Though rock 'n' roll seemed a likely choice with so many singers on wheeled skates, Jeff Robinson’s choir members, in grades 6 through 12, performed three songs from their upcoming winter concert, each with a giving theme, Wednesday night at Ramona Skating Rink. The skating rink’s penny-a-pound promotion benefits Dowagiac Fine Arts Boosters. Choirs opened with “Love,” which has an African flair; “Heal the World” by Michael Jackson; and Shakira’s “Waka Waka,” the official song of the 2010 soccer World Cup in South Africa.

When Michele Schaus had her wedding gown fitted, she brought  black roller skates.
In the spirit of the customer is always right, a startled tailor accommodated her unusual request for an alteration that would allow the bride and her groom, Harold, to skate their first post-vow “dance” at their May 7 reception at Sister Lakes’ 83-year-old institution, Ramona skating rink.

The Marcellus native’s new husband has owned Ramona, 93127 County Rd. 690 — the name comes from a song — since 2004.
He traces his time there to 1975, when as a teen, the 1980 Union High School graduate began working for Earl Partridge.
Schaus bought the business, which in 1987 had miniature golf, from Ed Howard.
With nine children between them — six still at home — the couple know the importance of family and the challenge of finding affordable activities families can do together, which helps explain $10 family nights.
A line snakes into the parking lot for a penny-a-pound promotion benefiting Dowagiac Fine Arts Boosters on the night before Thanksgiving and perhaps an even bigger turnout for Friday’s holiday Superskate businesses sponsor.
Tweens whirling around the hardwood floor of the big band dance hall to Lady Gaga’s “Bad Romance” burst the perception that this demographic doesn’t do anything unless it involves screens and video. It’s a throwback to a simpler time except for the sign posted prohibiting texting on the track.
In perpetuating old-fashioned family entertainment associated with black phonographic records with holes in the middle spinning at 45 rpm, they rely on creativity. Schauses built a Christmas candyland.
Look closer and all those tantalizing sweets bobbing from the ceiling like ornaments on a tree are colored paper plates and balloons wrapped in cellophone.

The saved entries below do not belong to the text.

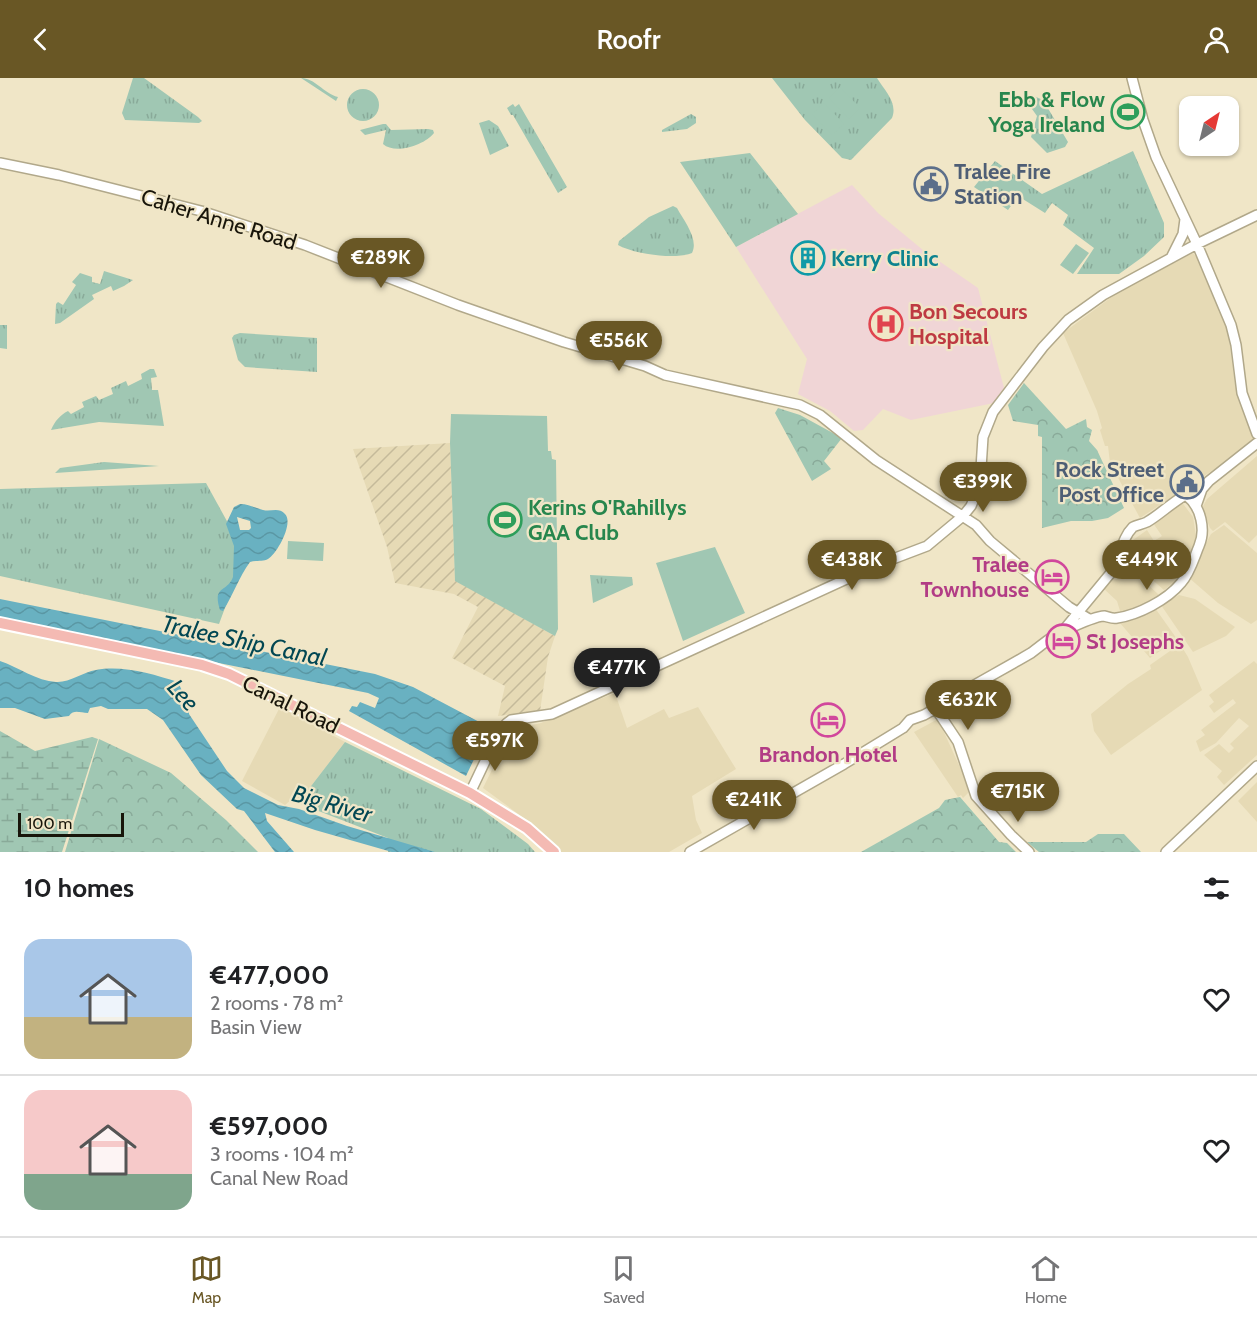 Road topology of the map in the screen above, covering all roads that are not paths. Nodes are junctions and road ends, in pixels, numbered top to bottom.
1 (1132, 78) edge
2 (0, 163) edge
3 (1257, 215) edge
4 (1185, 219) junction
5 (1197, 244) junction
6 (1171, 258) junction
7 (1257, 434) edge
8 (1257, 443) edge
9 (1202, 489) junction
10 (1187, 496) junction
11 (1196, 506) junction
12 (960, 518) junction
13 (1076, 613) junction
14 (1089, 619) junction
15 (0, 623) edge
16 (1059, 633) junction
17 (936, 709) junction
18 (1257, 766) edge
19 (470, 793) junction
20 (554, 852) edge
21 (690, 852) edge
22 (1029, 852) edge
23 (1166, 852) edge

1 - 4 main road
2 - 12 main road, Caher Anne Road
3 - 5 main road
4 - 5 main road
4 - 6 main road
5 - 6 main road
5 - 7 main road
6 - 12 main road
8 - 9 main road
9 - 10 main road
9 - 11 main road
10 - 11 main road
10 - 13 main road
11 - 14 main road
12 - 13 main road, Caher Anne Road
12 - 19 main road
13 - 14 main road, Caher Anne Road
13 - 16 main road
14 - 16 main road
15 - 19 main road, Canal Road
16 - 17 main road
17 - 21 main road
17 - 22 main road
18 - 23 main road
19 - 20 main road, Canal Road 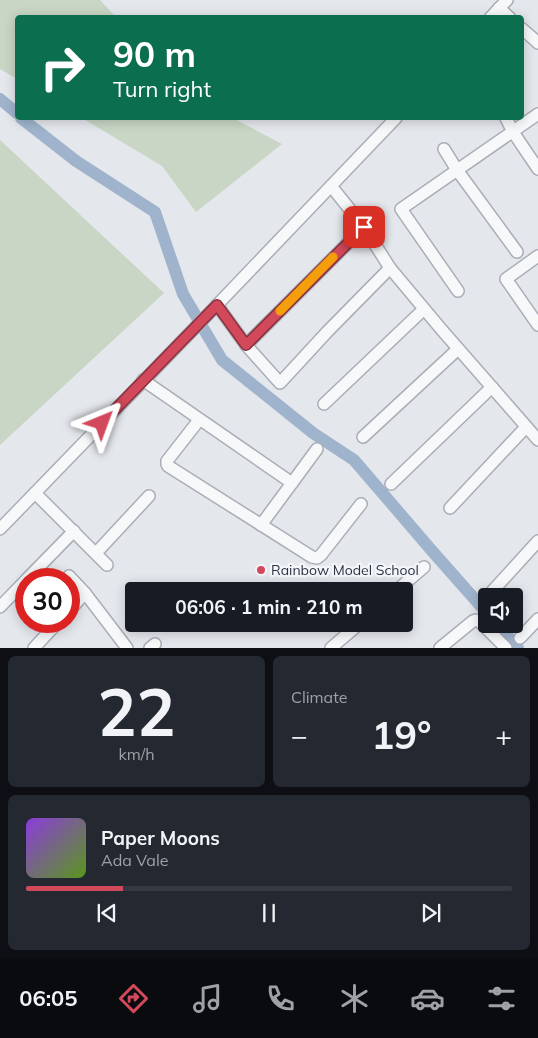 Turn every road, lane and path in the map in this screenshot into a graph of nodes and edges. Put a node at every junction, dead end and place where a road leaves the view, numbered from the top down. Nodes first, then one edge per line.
1 (503, 4) edge
2 (493, 15) edge
3 (524, 31) edge
4 (538, 43) edge
5 (538, 114) edge
6 (394, 120) edge
7 (507, 120) edge
8 (513, 132) junction
9 (444, 149) dead end
10 (538, 169) edge
11 (457, 170) junction
12 (331, 186) junction
13 (364, 227) junction
14 (517, 252) dead end
15 (538, 256) edge
16 (390, 268) junction
17 (458, 291) dead end
18 (217, 305) junction
19 (424, 309) junction
20 (538, 325) edge
21 (246, 345) junction
22 (458, 349) junction
23 (143, 380) junction
24 (492, 387) junction
25 (324, 404) dead end
26 (199, 420) junction
27 (526, 427) junction
28 (363, 437) dead end
29 (538, 440) edge
30 (317, 449) dead end
31 (292, 483) junction
32 (391, 484) dead end
33 (35, 493) junction
34 (149, 496) dead end
35 (361, 504) dead end
36 (450, 508) dead end
37 (261, 525) junction
38 (0, 529) edge
39 (74, 531) junction
40 (538, 541) edge
41 (96, 554) junction
42 (107, 565) dead end
43 (424, 567) dead end
44 (38, 568) edge
45 (406, 582) edge
46 (80, 588) edge
47 (495, 588) edge
48 (15, 591) edge
49 (85, 593) junction
50 (80, 599) edge
51 (0, 607) edge
52 (538, 619) edge
53 (350, 632) edge
54 (48, 633) edge
55 (520, 638) dead end
56 (43, 639) junction
57 (34, 648) edge
58 (51, 648) edge
59 (127, 648) edge
60 (331, 648) edge
61 (440, 648) edge
62 (506, 648) edge

1 - 2 street
3 - 4 street
5 - 8 street
6 - 12 street
7 - 8 street
8 - 10 street
8 - 11 street
9 - 11 street
11 - 14 street
11 - 17 street
12 - 13 street
12 - 18 street
13 - 16 street
13 - 21 street
15 - 20 street
16 - 19 street
16 - 21 street
18 - 21 street
18 - 23 street
19 - 22 street
19 - 25 street
22 - 24 street
22 - 28 street
23 - 26 street
23 - 33 street
24 - 27 street
24 - 32 street
26 - 31 street
26 - 37 street
27 - 29 street
27 - 36 street
30 - 31 street
31 - 37 street
33 - 38 street
33 - 39 street
34 - 41 street
35 - 37 street
39 - 41 street
39 - 44 street
40 - 47 street
41 - 42 street
43 - 45 street
46 - 49 street
48 - 51 street
49 - 50 street
49 - 59 street
52 - 55 street
53 - 60 street
54 - 56 street
56 - 57 street
56 - 58 street
61 - 62 street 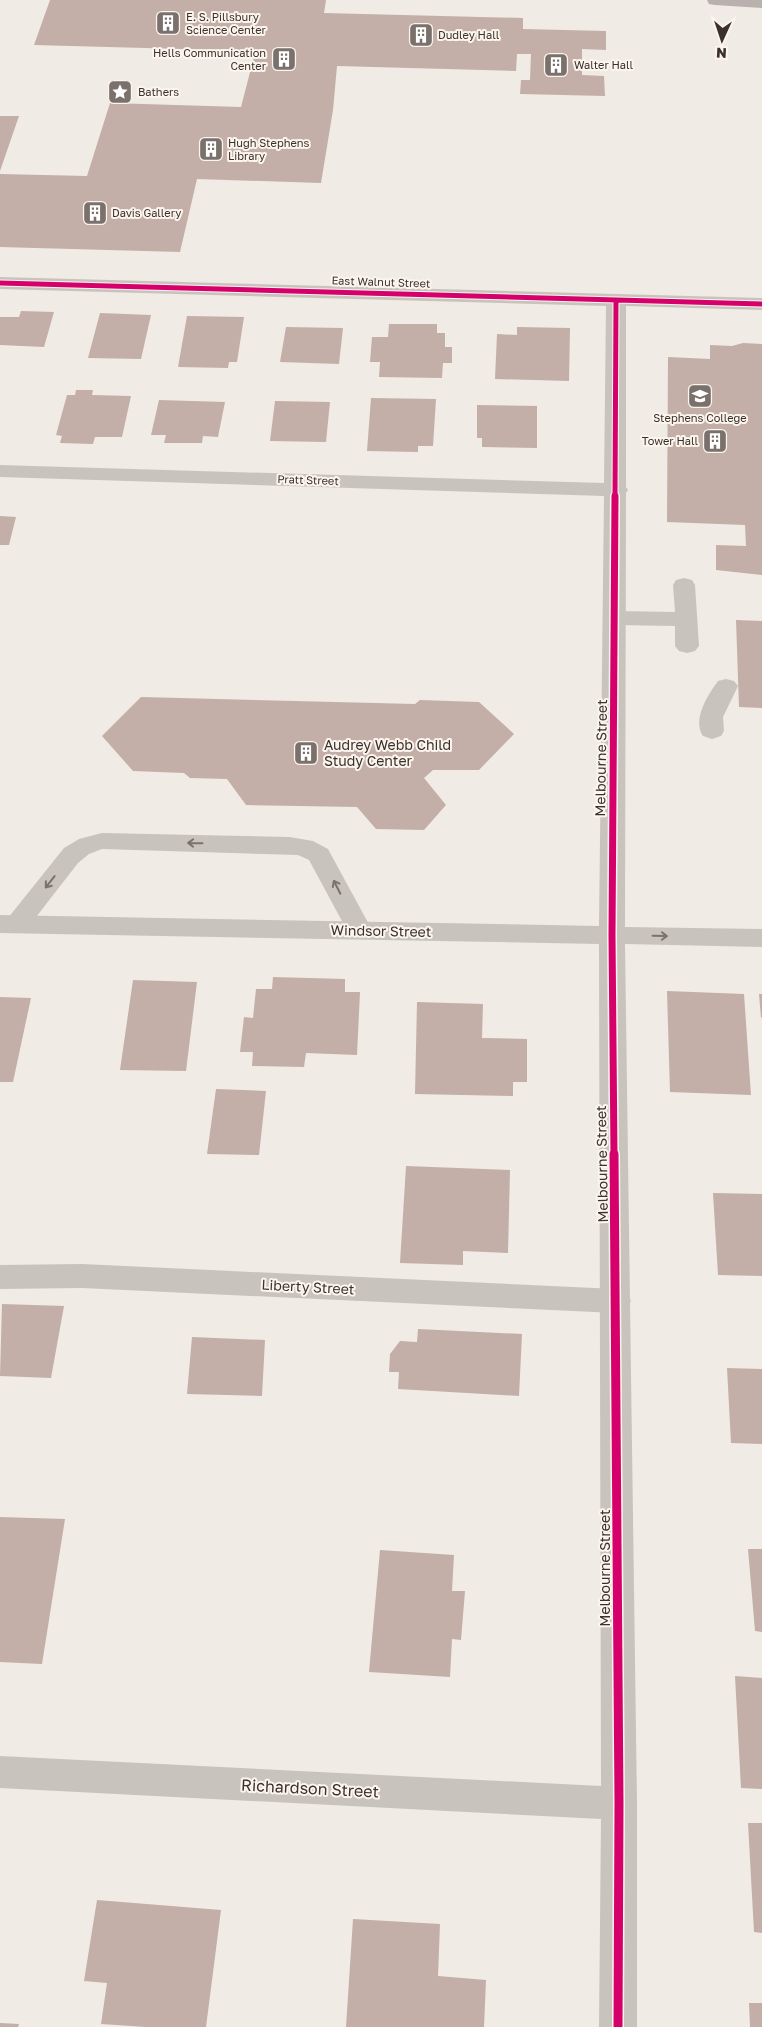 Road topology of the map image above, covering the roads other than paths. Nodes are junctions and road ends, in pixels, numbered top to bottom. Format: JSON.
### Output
{"nodes":[{"id":1,"x":715,"y":0,"type":"edge"},
{"id":2,"x":762,"y":3,"type":"edge"},
{"id":3,"x":0,"y":283,"type":"edge"},
{"id":4,"x":616,"y":300,"type":"junction"},
{"id":5,"x":762,"y":304,"type":"edge"},
{"id":6,"x":0,"y":471,"type":"edge"},
{"id":7,"x":616,"y":490,"type":"junction"},
{"id":8,"x":684,"y":585,"type":"dead end"},
{"id":9,"x":615,"y":618,"type":"junction"},
{"id":10,"x":687,"y":619,"type":"junction"},
{"id":11,"x":687,"y":646,"type":"dead end"},
{"id":12,"x":726,"y":686,"type":"dead end"},
{"id":13,"x":712,"y":731,"type":"dead end"},
{"id":14,"x":9,"y":924,"type":"edge"},
{"id":15,"x":359,"y":930,"type":"junction"},
{"id":16,"x":612,"y":935,"type":"junction"},
{"id":17,"x":762,"y":938,"type":"edge"},
{"id":18,"x":0,"y":1277,"type":"edge"},
{"id":19,"x":616,"y":1301,"type":"junction"},
{"id":20,"x":0,"y":1772,"type":"edge"},
{"id":21,"x":619,"y":1803,"type":"junction"},
{"id":22,"x":618,"y":2027,"type":"edge"}],
"edges":[{"from":1,"to":2,"type":"main road"},
{"from":3,"to":4,"type":"street","name":"East Walnut Street"},
{"from":4,"to":5,"type":"street","name":"East Walnut Street"},
{"from":4,"to":7,"type":"street","name":"Melbourne Street"},
{"from":6,"to":7,"type":"street","name":"Pratt Street"},
{"from":7,"to":9,"type":"street","name":"Melbourne Street"},
{"from":8,"to":10,"type":"street"},
{"from":9,"to":10,"type":"street"},
{"from":9,"to":16,"type":"street","name":"Melbourne Street"},
{"from":10,"to":11,"type":"street"},
{"from":12,"to":13,"type":"street"},
{"from":14,"to":15,"type":"street","name":"Windsor Street"},
{"from":15,"to":14,"type":"street","one_way":true},
{"from":15,"to":16,"type":"street","name":"Windsor Street"},
{"from":16,"to":17,"type":"street","name":"Windsor Street","one_way":true},
{"from":16,"to":19,"type":"street","name":"Melbourne Street"},
{"from":18,"to":19,"type":"street","name":"Liberty Street"},
{"from":19,"to":21,"type":"street","name":"Melbourne Street"},
{"from":20,"to":21,"type":"street","name":"Richardson Street"},
{"from":21,"to":22,"type":"street","name":"Melbourne Street"}]}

Any mention of holiday decorations is met with comparisons to Halloween’s frightful two-year track record.
Schaus knows his audience and that demographic’s enthusiasm for “gross-outs,” such as bobbing for Tootsie Rolls in “toilets” filled with Mountain Dew or a nose-picking contest with an oversized schnoz oozing oatmeal.
They also break out the big beak for Trunk or Treat.
Don’t let your fingers linger unless you want them snatched…
The practice rink was built over an outside deck. Schaus has amassed an archive with several generations of families bringing him photos, such as Angela Garrelts doing the limbo at 2 or participants at the 1939 waltz contest winner’s cup.
He has a photo of Driftwood when it was just one story. In the background of another is Redwood Inn before fire consumed it.
During the garage-band era the Rivieras, big in 1965 with “California Sun,” played Ramona, which participated in 10 24-hour Jerry Lewis skate-a-thons for muscular dystrophy.